Set down the data below in full, exactly as it reads, but without the pictures.

*** Opening DATA SUPPLIED ***

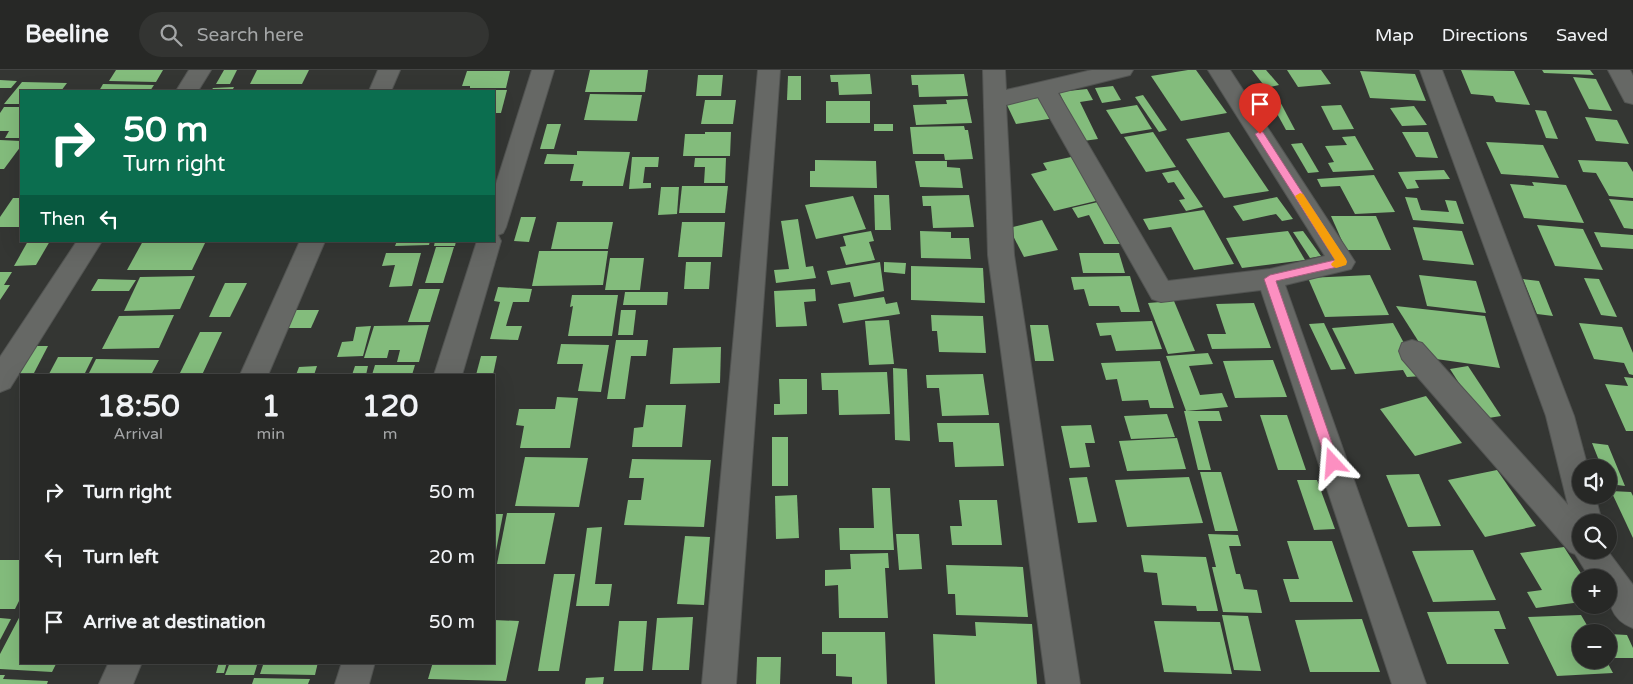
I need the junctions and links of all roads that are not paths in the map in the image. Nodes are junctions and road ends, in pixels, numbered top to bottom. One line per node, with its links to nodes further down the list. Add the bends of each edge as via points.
1 (200, 70): 11 (street)
2 (389, 70): 12 (street)
3 (543, 70): 15 (street)
4 (769, 70): 32 (street)
5 (994, 70): 14 (street)
6 (1122, 70): 10 (street)
7 (1219, 70): 19 (street, via 1342,262)
8 (1431, 70): 24 (street, via 1560,416)
9 (1619, 70): 13 (street)
10 (1044, 88): 14 (street); 19 (street, via 1160,292)
11 (187, 90)
12 (380, 90)
13 (1633, 97)
14 (996, 100): 33 (street, via 1001,255)
15 (495, 224)
16 (89, 242): 23 (street)
17 (313, 242): 21 (street)
18 (489, 242): 22 (street)
19 (1270, 279): 34 (street)
20 (1412, 350): 25 (street)
21 (254, 374)
22 (448, 374)
23 (0, 380)
24 (1585, 514)
25 (1572, 530)
26 (1596, 559): 27 (street)
27 (1633, 612)
28 (125, 664): 30 (street)
29 (358, 664): 31 (street)
30 (116, 684)
31 (352, 684)
32 (719, 684)
33 (1063, 684)
34 (1409, 684)

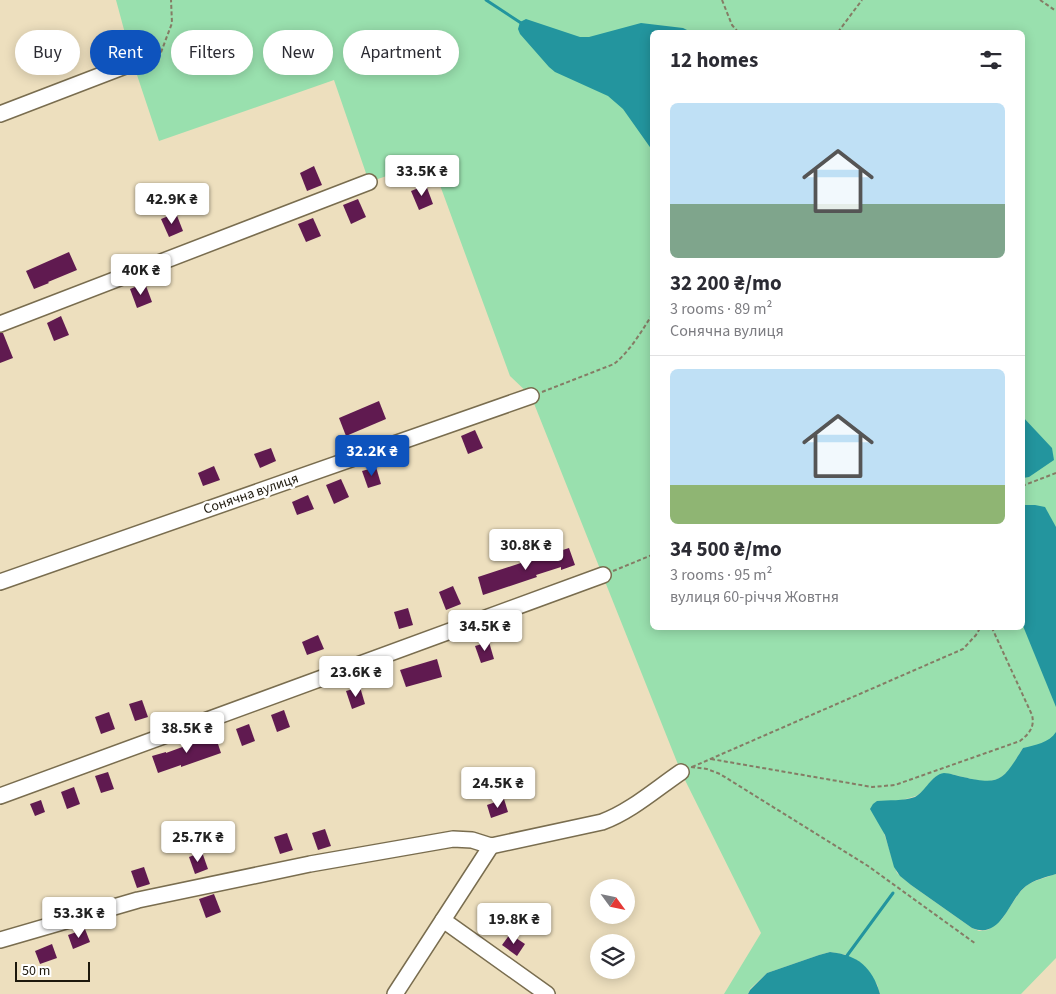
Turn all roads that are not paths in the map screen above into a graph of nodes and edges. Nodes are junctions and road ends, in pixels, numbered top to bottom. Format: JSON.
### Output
{"nodes":[{"id":1,"x":102,"y":75,"type":"edge"},
{"id":2,"x":0,"y":114,"type":"edge"},
{"id":3,"x":369,"y":182,"type":"dead end"},
{"id":4,"x":0,"y":324,"type":"edge"},
{"id":5,"x":530,"y":396,"type":"road end"},
{"id":6,"x":603,"y":575,"type":"road end"},
{"id":7,"x":0,"y":582,"type":"edge"},
{"id":8,"x":686,"y":769,"type":"road end"},
{"id":9,"x":0,"y":796,"type":"edge"},
{"id":10,"x":491,"y":846,"type":"junction"},
{"id":11,"x":443,"y":920,"type":"junction"},
{"id":12,"x":0,"y":940,"type":"edge"},
{"id":13,"x":395,"y":994,"type":"edge"},
{"id":14,"x":547,"y":994,"type":"edge"}],
"edges":[{"from":1,"to":2,"type":"street"},
{"from":3,"to":4,"type":"street"},
{"from":5,"to":7,"type":"street","name":"Сонячна вулиця"},
{"from":6,"to":9,"type":"street"},
{"from":8,"to":10,"type":"street"},
{"from":10,"to":11,"type":"street"},
{"from":10,"to":12,"type":"street"},
{"from":11,"to":13,"type":"street"},
{"from":11,"to":14,"type":"street"}]}
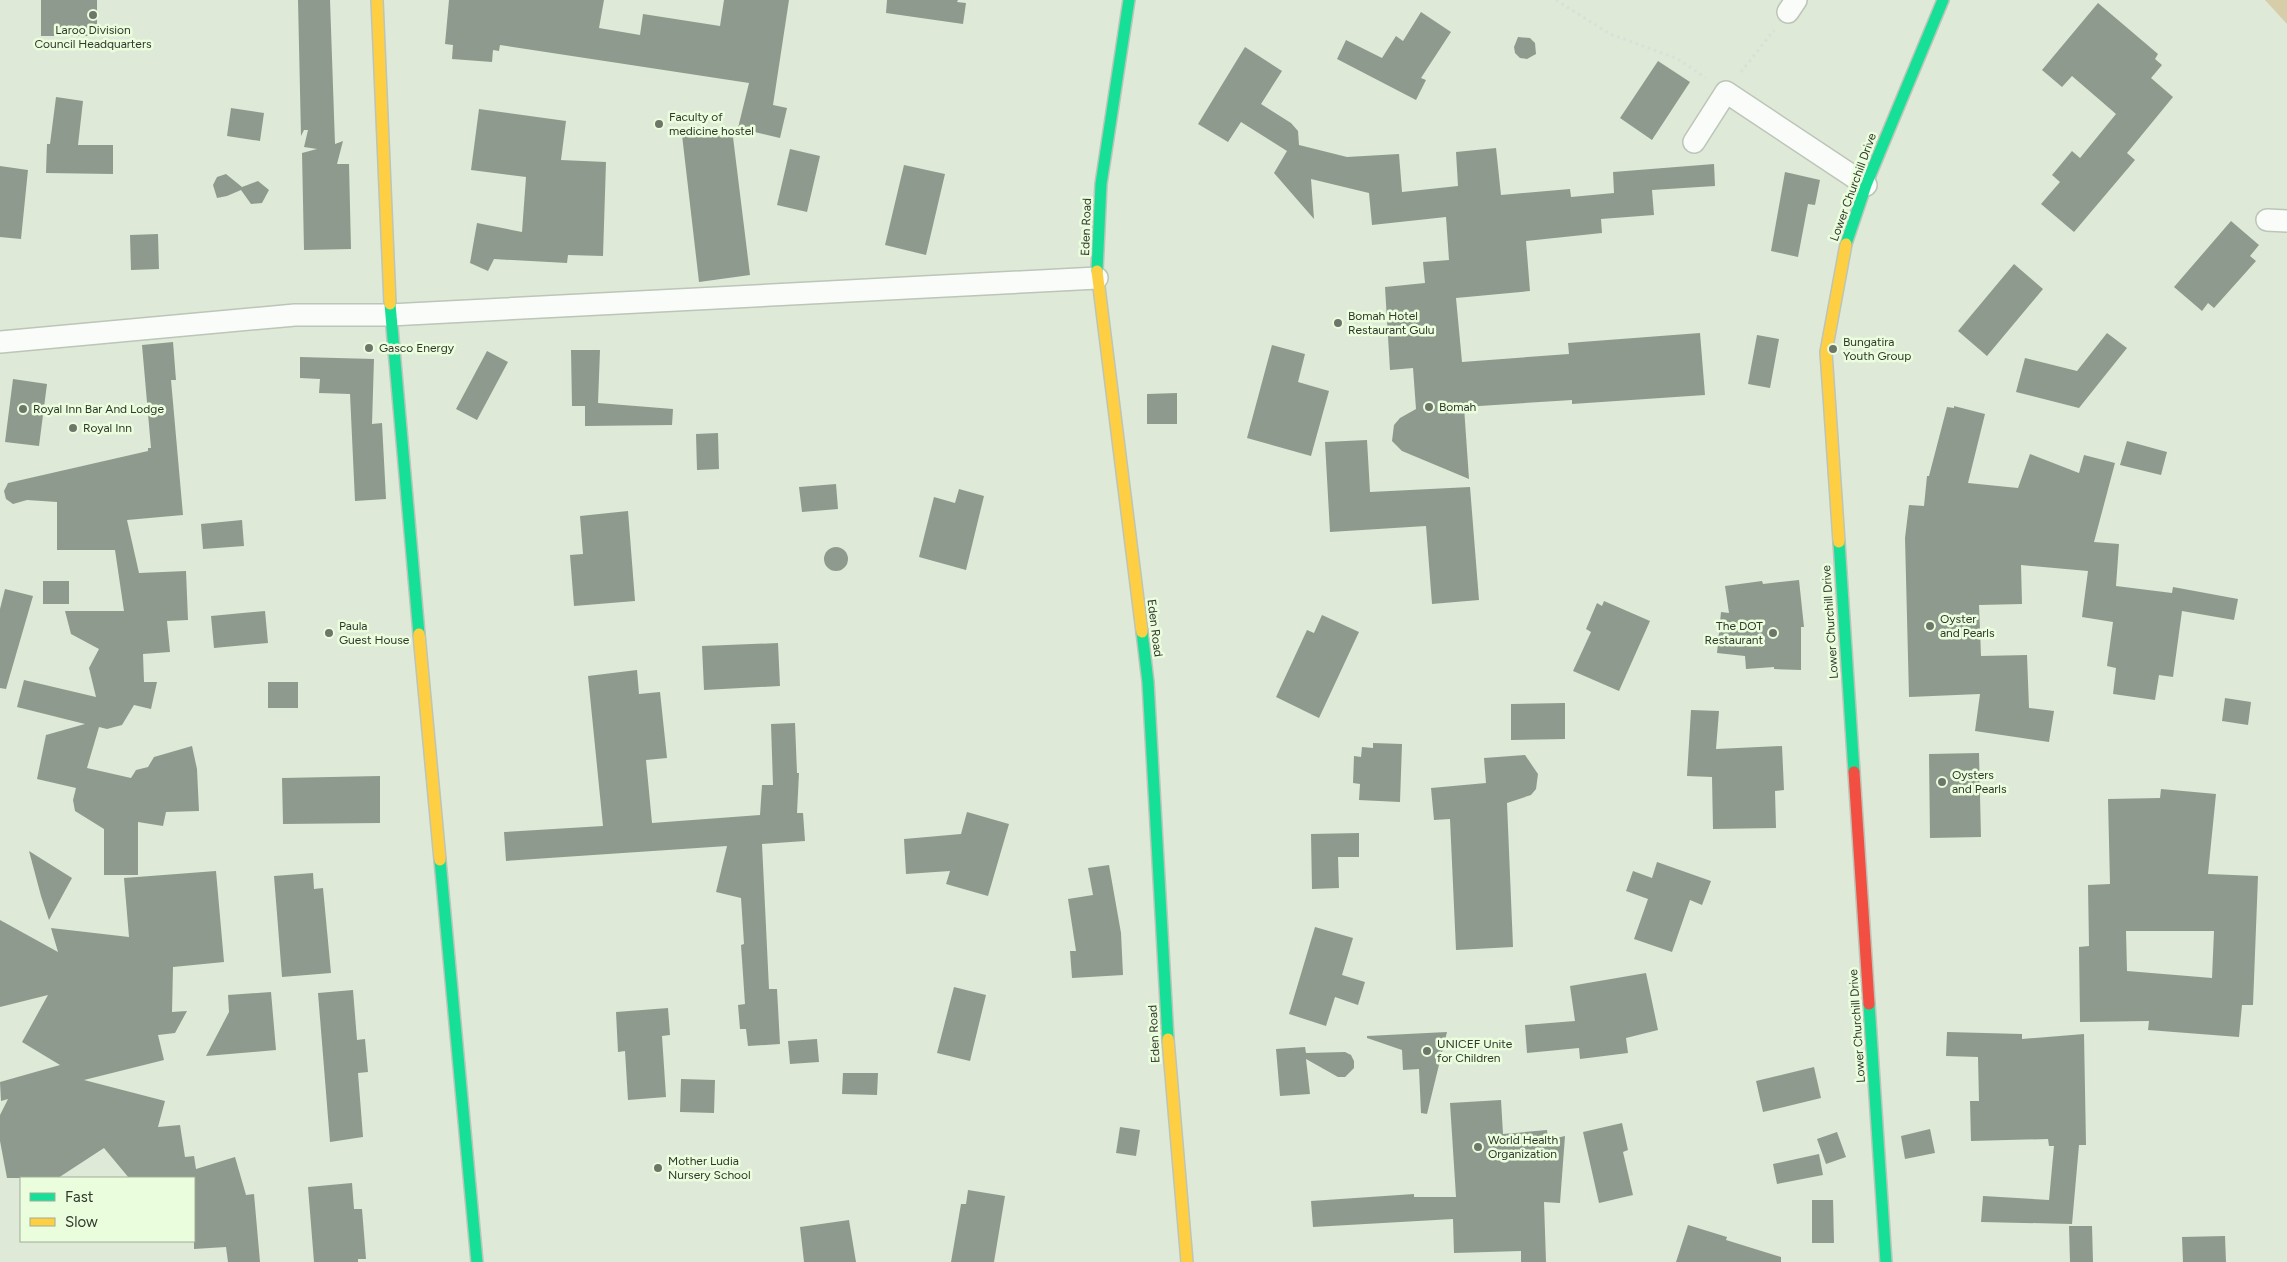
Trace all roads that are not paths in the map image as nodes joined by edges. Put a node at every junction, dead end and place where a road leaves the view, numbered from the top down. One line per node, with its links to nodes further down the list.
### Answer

*** Closing DATA SUPPLIED ***

- _TASK RESULT_:
I need the junctions and links of all roads that are not paths in the map in the image. Nodes are junctions and road ends, in pixels, numbered top to bottom. One line per node, with its links to nodes further down the list. Add the bends of each edge as via points.
1 (200, 70): 11 (street)
2 (389, 70): 12 (street)
3 (543, 70): 15 (street)
4 (769, 70): 32 (street)
5 (994, 70): 14 (street)
6 (1122, 70): 10 (street)
7 (1219, 70): 19 (street, via 1342,262)
8 (1431, 70): 24 (street, via 1560,416)
9 (1619, 70): 13 (street)
10 (1044, 88): 14 (street); 19 (street, via 1160,292)
11 (187, 90)
12 (380, 90)
13 (1633, 97)
14 (996, 100): 33 (street, via 1001,255)
15 (495, 224)
16 (89, 242): 23 (street)
17 (313, 242): 21 (street)
18 (489, 242): 22 (street)
19 (1270, 279): 34 (street)
20 (1412, 350): 25 (street)
21 (254, 374)
22 (448, 374)
23 (0, 380)
24 (1585, 514)
25 (1572, 530)
26 (1596, 559): 27 (street)
27 (1633, 612)
28 (125, 664): 30 (street)
29 (358, 664): 31 (street)
30 (116, 684)
31 (352, 684)
32 (719, 684)
33 (1063, 684)
34 (1409, 684)

Turn all roads that are not paths in the map screen above into a graph of nodes and edges. Nodes are junctions and road ends, in pixels, numbered top to bottom. Format: JSON.
### Output
{"nodes":[{"id":1,"x":102,"y":75,"type":"edge"},
{"id":2,"x":0,"y":114,"type":"edge"},
{"id":3,"x":369,"y":182,"type":"dead end"},
{"id":4,"x":0,"y":324,"type":"edge"},
{"id":5,"x":530,"y":396,"type":"road end"},
{"id":6,"x":603,"y":575,"type":"road end"},
{"id":7,"x":0,"y":582,"type":"edge"},
{"id":8,"x":686,"y":769,"type":"road end"},
{"id":9,"x":0,"y":796,"type":"edge"},
{"id":10,"x":491,"y":846,"type":"junction"},
{"id":11,"x":443,"y":920,"type":"junction"},
{"id":12,"x":0,"y":940,"type":"edge"},
{"id":13,"x":395,"y":994,"type":"edge"},
{"id":14,"x":547,"y":994,"type":"edge"}],
"edges":[{"from":1,"to":2,"type":"street"},
{"from":3,"to":4,"type":"street"},
{"from":5,"to":7,"type":"street","name":"Сонячна вулиця"},
{"from":6,"to":9,"type":"street"},
{"from":8,"to":10,"type":"street"},
{"from":10,"to":11,"type":"street"},
{"from":10,"to":12,"type":"street"},
{"from":11,"to":13,"type":"street"},
{"from":11,"to":14,"type":"street"}]}
Trace all roads that are not paths in the map image as nodes joined by edges. Put a node at every junction, dead end and place where a road leaves the view, numbered from the top down. One line per node, with its links to nodes further down the list.
### Answer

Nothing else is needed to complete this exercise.